Na quinta-feira (20), a Corte Eleitoral realizou uma audiência pública e, entre as sugestões recebidas, está a adoção de mecanismos para fiscalizar se as propagandas eleitorais foram efetivamente veiculadas pelas emissoras. A proposta foi apresentada pelo PL (Partido Liberal).
Em 2022, o partido do ex-presidente afirmou ter sido alvo de uma suposta “fraude” e que emissoras teriam deixado de veicular parte da propaganda do então candidato à reeleição, Jair Bolsonaro.

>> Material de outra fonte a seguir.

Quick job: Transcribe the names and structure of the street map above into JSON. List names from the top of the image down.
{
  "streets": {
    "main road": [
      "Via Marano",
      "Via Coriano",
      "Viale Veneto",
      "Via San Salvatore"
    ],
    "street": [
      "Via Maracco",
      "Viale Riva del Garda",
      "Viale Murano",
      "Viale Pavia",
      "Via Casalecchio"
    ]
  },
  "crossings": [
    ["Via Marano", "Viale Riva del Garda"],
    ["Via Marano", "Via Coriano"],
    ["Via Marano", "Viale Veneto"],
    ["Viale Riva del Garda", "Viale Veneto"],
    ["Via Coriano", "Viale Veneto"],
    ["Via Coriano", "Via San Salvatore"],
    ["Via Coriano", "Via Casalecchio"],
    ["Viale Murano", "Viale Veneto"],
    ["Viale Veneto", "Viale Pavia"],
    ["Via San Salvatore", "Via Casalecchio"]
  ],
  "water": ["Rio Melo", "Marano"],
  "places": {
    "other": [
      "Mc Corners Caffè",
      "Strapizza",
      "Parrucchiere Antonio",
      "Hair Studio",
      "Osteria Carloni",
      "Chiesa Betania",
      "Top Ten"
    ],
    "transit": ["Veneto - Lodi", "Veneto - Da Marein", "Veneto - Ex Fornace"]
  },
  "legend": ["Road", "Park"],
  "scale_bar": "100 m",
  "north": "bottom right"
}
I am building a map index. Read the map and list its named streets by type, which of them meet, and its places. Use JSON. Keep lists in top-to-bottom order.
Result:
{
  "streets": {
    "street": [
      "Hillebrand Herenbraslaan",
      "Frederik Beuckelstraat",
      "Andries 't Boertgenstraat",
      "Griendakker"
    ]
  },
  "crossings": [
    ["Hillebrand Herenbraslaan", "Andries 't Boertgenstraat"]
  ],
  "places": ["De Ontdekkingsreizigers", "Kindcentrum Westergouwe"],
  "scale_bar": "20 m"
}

Segundo o partido, uma empresa de auditoria contratada pela campanha constatou que Bolsonaro teria tido pelo menos 154 mil inserções a menos do que o então candidato Luiz Inácio Lula da Silva (PT).
Por isso, na audiência pública de quinta (20), o PL apresentou uma série de propostas para ampliar os mecanismos de fiscalização. Uma delas é determinar que o grupo de mídia responsável pela geração do material mantenha registros eletrônicos dos downloads dos arquivos das propagandas, de forma a identificar quais emissoras deixaram de baixar os conteúdos que deveriam ser veiculados.